In response to our last post @Carp12 said, "Any craft moonshine article that does not mention Junior Johnson is invalid and heresy"
The problem is the definitive Junior Johnson article was written in 1965 by Tom Wolfe. If your so inclined and you have the time (it's a long one) give it a read.
Here's a taste.
In this legend, here is a country boy, Junior Johnson, who learns to drive by running whiskey for his father, Johnson, Senior, one of the biggest copper still operators of all times, up in Ingle Hollow, near North Wilkesboro, in northwestern North Carolina, and grows up to be a famous stock-car racing driver, rich, grossing $100,000 in 1963, for example, respected, solid, idolized in his hometown and throughout the rural South, for that matter. There is all this about how good old boys would wake up in the middle of the night in the apple shacks and hear an overcharged engine roaring over Brushy Mountain and say, "Listen at him -- there he goes!", although that part is doubtful, since some nights there were so many good old boys taking off down the road in supercharged automobiles out of Wilkes County, and running loads to Charlotte, Salisbury, Greensboro, Winston-Salem, High Point, or wherever, it would be pretty hard to pick out one. It was Junior Johnson specifically, however, who was famous for the "bootleg turn" or "about-face," in which, if the Alcohol Tax agents had a roadblock up for you or were too close behind, you threw the car into second gear, cocked the wheel, stepped on the accelerator and made the car's rear end skid around in a complete 180-degree arc, a complete about-face, and tore on back up the road exactly the way you came from. God! The Alcohol Tax agents used to burn over Junior Johnson. Practically every good old boy in town in Wilkesboro, the county seat, got to know the agents by sight in a very short time. They would rag them practically to their faces on the subject of Junior Johnson, so that it got to be an obsession.

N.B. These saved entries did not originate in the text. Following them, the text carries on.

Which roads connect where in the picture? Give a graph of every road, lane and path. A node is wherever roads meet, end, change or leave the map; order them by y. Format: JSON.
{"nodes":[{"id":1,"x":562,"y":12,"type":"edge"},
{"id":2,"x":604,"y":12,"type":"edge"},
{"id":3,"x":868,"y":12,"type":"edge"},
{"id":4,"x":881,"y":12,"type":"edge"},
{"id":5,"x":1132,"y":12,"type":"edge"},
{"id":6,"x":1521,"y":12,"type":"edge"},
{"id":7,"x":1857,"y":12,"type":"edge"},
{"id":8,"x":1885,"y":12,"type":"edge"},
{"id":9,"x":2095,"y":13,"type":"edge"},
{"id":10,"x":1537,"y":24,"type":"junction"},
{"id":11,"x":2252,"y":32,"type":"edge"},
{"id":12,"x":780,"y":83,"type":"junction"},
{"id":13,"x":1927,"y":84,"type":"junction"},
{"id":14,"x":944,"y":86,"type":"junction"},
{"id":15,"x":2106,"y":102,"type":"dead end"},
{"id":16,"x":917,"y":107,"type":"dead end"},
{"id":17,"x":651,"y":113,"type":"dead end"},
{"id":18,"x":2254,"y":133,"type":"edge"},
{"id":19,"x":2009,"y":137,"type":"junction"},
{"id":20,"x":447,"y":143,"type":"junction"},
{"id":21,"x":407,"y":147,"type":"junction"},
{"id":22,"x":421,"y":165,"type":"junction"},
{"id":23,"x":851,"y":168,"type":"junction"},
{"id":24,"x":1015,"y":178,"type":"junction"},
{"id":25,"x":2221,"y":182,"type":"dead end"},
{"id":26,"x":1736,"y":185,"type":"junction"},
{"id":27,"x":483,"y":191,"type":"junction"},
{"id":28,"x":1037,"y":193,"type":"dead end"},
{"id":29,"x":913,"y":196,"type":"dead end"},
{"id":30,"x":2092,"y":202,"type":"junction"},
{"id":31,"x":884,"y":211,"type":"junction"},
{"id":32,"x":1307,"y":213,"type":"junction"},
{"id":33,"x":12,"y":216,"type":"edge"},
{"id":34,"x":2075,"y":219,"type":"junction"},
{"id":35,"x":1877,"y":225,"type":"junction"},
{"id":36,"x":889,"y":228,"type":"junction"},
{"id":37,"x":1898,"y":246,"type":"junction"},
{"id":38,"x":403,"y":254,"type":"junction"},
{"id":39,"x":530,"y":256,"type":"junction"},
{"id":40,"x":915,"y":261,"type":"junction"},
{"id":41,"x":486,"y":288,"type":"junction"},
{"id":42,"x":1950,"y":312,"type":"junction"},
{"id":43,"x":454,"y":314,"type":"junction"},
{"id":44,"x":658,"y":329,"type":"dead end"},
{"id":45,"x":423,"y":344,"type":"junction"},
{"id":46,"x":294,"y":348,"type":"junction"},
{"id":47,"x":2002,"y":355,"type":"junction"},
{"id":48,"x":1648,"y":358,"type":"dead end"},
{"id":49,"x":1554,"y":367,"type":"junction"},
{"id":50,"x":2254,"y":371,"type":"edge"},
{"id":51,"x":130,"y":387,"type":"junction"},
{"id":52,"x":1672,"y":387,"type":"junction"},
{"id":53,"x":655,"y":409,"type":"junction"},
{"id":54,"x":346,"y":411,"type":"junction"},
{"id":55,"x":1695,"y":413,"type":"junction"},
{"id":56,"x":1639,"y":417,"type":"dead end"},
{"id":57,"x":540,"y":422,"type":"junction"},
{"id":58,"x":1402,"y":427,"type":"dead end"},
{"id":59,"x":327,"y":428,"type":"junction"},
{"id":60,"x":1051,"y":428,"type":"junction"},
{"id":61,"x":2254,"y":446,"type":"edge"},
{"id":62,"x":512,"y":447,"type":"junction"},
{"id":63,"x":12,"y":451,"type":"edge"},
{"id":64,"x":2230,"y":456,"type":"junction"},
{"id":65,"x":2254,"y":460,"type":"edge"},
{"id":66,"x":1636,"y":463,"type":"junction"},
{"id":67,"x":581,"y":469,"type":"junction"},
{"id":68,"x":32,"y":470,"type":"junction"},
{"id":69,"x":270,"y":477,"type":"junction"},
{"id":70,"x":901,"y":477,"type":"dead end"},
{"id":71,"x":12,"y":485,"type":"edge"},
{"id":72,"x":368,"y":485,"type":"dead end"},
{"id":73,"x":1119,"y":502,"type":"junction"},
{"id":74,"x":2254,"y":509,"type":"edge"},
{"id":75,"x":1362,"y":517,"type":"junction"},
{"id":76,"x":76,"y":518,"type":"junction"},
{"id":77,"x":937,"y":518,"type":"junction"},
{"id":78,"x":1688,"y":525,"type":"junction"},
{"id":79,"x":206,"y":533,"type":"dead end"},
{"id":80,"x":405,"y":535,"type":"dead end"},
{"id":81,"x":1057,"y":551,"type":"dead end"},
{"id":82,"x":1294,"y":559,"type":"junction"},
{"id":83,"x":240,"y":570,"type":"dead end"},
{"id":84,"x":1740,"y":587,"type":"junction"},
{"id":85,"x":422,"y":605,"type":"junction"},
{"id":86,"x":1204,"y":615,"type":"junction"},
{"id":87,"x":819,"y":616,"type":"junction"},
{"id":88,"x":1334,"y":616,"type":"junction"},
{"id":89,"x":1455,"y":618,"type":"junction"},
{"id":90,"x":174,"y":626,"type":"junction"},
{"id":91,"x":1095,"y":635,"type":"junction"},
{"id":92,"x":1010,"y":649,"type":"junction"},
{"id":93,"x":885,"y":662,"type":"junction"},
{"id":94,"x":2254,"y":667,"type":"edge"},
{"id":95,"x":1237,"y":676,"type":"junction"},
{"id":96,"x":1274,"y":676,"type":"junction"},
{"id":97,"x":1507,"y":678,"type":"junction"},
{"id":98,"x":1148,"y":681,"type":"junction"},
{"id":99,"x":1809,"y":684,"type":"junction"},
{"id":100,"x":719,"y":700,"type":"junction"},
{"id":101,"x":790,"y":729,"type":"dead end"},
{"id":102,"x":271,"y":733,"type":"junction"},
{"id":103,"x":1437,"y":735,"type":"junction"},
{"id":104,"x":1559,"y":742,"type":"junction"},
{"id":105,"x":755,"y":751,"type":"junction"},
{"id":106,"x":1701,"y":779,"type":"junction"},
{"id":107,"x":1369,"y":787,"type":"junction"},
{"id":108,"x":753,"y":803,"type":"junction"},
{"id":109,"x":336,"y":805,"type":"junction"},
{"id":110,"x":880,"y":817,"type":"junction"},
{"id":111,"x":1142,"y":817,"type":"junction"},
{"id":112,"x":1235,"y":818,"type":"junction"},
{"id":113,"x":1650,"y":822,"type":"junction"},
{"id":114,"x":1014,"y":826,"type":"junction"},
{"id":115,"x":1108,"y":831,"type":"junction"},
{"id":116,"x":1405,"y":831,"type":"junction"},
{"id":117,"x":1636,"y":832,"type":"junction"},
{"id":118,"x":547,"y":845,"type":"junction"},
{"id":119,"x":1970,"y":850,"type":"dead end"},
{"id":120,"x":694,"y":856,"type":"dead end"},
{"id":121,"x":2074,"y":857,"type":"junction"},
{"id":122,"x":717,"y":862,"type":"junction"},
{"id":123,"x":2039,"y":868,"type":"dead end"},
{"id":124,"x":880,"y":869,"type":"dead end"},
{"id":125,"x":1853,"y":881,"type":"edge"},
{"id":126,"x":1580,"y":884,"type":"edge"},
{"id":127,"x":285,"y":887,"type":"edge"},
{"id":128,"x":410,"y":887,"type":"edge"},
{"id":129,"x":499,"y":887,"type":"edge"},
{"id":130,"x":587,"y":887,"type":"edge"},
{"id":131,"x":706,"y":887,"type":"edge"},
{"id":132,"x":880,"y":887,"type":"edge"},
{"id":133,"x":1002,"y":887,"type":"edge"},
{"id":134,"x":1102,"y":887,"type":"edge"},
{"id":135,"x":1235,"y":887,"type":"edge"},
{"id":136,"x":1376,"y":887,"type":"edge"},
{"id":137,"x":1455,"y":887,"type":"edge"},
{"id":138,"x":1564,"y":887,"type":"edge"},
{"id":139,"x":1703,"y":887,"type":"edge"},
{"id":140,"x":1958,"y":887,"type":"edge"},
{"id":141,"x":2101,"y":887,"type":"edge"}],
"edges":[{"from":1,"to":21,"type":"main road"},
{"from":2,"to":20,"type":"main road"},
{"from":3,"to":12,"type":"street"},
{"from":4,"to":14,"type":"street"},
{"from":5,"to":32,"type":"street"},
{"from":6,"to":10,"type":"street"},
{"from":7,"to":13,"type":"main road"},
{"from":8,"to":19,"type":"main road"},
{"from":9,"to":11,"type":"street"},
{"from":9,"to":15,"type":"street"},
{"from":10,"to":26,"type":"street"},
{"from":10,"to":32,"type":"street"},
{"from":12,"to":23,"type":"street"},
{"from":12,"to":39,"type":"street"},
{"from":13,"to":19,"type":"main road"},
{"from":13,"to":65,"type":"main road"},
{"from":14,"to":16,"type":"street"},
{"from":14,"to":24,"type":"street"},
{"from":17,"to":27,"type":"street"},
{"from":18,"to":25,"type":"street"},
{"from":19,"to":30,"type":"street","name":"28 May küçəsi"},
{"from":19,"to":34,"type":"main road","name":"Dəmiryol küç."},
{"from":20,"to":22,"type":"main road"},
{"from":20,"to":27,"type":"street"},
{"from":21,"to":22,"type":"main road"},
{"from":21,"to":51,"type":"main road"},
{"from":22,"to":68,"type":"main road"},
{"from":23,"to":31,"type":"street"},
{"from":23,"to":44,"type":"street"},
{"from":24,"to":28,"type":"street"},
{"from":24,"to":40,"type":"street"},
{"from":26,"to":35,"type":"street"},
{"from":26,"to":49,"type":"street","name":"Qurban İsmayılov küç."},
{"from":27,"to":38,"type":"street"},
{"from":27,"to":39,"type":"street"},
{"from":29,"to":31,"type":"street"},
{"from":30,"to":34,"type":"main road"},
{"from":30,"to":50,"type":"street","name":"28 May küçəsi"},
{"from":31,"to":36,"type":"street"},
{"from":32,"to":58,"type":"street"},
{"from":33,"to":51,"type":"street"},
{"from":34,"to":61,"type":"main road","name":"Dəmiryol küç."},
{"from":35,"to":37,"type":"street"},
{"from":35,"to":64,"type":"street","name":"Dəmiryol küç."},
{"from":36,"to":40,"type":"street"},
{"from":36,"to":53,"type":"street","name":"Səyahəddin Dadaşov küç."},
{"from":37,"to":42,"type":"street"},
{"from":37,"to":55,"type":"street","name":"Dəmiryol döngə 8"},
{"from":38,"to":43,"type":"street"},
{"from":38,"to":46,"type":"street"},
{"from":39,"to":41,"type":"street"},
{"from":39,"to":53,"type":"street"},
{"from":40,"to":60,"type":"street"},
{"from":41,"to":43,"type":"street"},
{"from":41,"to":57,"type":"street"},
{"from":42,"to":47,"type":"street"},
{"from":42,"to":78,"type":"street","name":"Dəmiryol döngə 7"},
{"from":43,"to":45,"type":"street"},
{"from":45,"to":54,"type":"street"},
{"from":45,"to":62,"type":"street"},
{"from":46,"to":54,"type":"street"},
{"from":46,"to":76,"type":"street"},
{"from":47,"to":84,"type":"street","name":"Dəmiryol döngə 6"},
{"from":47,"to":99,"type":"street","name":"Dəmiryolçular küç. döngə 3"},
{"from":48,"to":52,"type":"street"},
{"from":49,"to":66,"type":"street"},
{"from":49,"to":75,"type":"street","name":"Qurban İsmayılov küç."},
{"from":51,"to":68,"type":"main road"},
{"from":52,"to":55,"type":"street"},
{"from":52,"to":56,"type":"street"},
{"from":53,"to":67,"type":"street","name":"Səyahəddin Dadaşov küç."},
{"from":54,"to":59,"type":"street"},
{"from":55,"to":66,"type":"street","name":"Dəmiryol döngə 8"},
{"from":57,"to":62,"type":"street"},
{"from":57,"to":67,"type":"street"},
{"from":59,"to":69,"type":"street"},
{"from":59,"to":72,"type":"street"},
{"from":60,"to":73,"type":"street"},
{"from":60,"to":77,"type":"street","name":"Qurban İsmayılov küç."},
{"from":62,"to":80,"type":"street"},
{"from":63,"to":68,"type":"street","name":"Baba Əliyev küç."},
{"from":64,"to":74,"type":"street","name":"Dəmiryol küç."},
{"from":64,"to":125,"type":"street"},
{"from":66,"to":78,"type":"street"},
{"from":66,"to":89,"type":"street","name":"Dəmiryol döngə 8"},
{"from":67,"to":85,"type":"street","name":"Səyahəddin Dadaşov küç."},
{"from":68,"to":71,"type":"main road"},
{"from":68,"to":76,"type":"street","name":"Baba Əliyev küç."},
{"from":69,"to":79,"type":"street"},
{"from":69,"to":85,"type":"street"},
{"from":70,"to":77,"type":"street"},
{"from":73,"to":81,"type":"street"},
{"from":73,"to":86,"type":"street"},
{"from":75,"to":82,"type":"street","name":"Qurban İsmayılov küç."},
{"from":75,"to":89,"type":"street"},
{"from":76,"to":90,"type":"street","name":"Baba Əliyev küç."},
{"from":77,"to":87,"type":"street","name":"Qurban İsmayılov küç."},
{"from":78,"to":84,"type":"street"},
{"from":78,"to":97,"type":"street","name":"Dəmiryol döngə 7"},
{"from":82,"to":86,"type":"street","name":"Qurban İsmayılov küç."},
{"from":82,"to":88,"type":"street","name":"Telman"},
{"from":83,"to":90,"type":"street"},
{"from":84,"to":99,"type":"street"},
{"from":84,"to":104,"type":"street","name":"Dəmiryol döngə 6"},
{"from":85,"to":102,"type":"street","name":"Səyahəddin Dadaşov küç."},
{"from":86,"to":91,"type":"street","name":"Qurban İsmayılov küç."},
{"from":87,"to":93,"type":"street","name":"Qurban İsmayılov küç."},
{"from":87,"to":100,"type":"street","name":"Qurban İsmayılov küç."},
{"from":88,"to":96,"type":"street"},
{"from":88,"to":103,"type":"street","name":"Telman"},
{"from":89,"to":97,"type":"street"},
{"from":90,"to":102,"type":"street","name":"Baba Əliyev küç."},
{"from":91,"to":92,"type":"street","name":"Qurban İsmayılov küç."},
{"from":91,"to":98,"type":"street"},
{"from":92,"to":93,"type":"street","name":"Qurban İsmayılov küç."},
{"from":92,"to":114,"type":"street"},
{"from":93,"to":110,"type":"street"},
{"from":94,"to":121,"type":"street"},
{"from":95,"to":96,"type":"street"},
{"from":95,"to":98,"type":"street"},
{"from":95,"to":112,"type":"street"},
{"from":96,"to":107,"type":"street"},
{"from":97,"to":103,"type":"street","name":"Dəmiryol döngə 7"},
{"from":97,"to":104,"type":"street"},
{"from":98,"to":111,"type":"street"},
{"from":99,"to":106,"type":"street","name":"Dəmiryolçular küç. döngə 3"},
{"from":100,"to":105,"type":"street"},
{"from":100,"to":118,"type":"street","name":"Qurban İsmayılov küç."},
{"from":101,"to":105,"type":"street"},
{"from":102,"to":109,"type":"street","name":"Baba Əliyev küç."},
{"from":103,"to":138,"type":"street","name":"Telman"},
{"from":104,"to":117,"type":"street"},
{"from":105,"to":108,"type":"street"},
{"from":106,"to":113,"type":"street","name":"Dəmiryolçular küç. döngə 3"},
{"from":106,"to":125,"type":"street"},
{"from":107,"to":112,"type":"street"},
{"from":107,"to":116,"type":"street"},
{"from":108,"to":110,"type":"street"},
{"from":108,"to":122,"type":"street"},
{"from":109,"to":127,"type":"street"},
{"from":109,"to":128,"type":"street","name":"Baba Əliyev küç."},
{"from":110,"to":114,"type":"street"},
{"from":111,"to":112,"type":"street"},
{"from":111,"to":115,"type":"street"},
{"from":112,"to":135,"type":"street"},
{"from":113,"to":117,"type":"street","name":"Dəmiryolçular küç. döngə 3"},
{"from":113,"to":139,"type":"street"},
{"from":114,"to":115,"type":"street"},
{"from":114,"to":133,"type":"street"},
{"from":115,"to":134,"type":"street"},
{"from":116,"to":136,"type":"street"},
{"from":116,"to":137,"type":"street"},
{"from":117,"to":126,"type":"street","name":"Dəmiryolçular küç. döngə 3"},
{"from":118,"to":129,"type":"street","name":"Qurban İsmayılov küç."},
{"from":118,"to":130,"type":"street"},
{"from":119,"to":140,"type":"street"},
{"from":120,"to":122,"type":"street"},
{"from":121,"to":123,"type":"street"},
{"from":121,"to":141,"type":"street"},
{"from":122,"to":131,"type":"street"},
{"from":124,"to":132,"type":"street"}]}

Finally, one night they had Junior trapped on the road up toward the bridge around Millersville, there's no way out of there, they had the barricades up and they could hear this souped-up car roaring around the bend, and here it comes -- but suddenly they can hear a siren and see a red light flashing in the grille, so they think it's another agent, and boy, they run out like ants and pull those barrels and boards and sawhorses out of the way, and then -- Ggghhzzzzzzzhhhhhggggggzzzzzzzeeeeeong! -- gawdam! there he goes again, it was him, Junior Johnson!, with a gawdam agent's si-reen and a red light in his grille!